_Task requirements_. Exact copies of the records below are required.

════

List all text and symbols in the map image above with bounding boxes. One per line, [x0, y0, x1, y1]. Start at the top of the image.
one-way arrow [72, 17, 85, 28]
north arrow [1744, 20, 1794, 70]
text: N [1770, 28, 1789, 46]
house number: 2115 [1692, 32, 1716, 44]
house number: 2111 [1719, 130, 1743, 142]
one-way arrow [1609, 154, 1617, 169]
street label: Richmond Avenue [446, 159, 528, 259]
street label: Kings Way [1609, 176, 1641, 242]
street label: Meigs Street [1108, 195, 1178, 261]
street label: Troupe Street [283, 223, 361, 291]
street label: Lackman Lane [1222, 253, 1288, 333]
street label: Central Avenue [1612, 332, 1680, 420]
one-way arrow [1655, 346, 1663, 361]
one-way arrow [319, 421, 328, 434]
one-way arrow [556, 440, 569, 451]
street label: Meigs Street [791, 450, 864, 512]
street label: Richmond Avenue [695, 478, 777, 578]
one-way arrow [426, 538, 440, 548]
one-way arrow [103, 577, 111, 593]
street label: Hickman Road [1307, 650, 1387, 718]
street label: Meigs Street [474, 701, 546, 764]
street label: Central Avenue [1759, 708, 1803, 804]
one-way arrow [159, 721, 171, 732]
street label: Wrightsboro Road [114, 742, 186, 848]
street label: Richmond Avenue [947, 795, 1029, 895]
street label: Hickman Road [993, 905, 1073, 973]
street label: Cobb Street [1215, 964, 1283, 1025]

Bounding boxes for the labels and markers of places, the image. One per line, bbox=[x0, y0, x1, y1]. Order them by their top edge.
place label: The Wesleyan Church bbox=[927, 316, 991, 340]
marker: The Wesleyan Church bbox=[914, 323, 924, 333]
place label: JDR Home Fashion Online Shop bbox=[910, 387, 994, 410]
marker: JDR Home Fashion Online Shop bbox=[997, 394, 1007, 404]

════

_The answer_.
List all text and symbols in the map image above with bounding boxes. One per line, [x0, y0, x1, y1]. Start at the top of the image.
one-way arrow [72, 17, 85, 28]
north arrow [1744, 20, 1794, 70]
text: N [1770, 28, 1789, 46]
house number: 2115 [1692, 32, 1716, 44]
house number: 2111 [1719, 130, 1743, 142]
one-way arrow [1609, 154, 1617, 169]
street label: Richmond Avenue [446, 159, 528, 259]
street label: Kings Way [1609, 176, 1641, 242]
street label: Meigs Street [1108, 195, 1178, 261]
street label: Troupe Street [283, 223, 361, 291]
street label: Lackman Lane [1222, 253, 1288, 333]
street label: Central Avenue [1612, 332, 1680, 420]
one-way arrow [1655, 346, 1663, 361]
one-way arrow [319, 421, 328, 434]
one-way arrow [556, 440, 569, 451]
street label: Meigs Street [791, 450, 864, 512]
street label: Richmond Avenue [695, 478, 777, 578]
one-way arrow [426, 538, 440, 548]
one-way arrow [103, 577, 111, 593]
street label: Hickman Road [1307, 650, 1387, 718]
street label: Meigs Street [474, 701, 546, 764]
street label: Central Avenue [1759, 708, 1803, 804]
one-way arrow [159, 721, 171, 732]
street label: Wrightsboro Road [114, 742, 186, 848]
street label: Richmond Avenue [947, 795, 1029, 895]
street label: Hickman Road [993, 905, 1073, 973]
street label: Cobb Street [1215, 964, 1283, 1025]

Bounding boxes for the labels and markers of places, the image. One per line, bbox=[x0, y0, x1, y1]. Order them by their top edge.
place label: The Wesleyan Church bbox=[927, 316, 991, 340]
marker: The Wesleyan Church bbox=[914, 323, 924, 333]
place label: JDR Home Fashion Online Shop bbox=[910, 387, 994, 410]
marker: JDR Home Fashion Online Shop bbox=[997, 394, 1007, 404]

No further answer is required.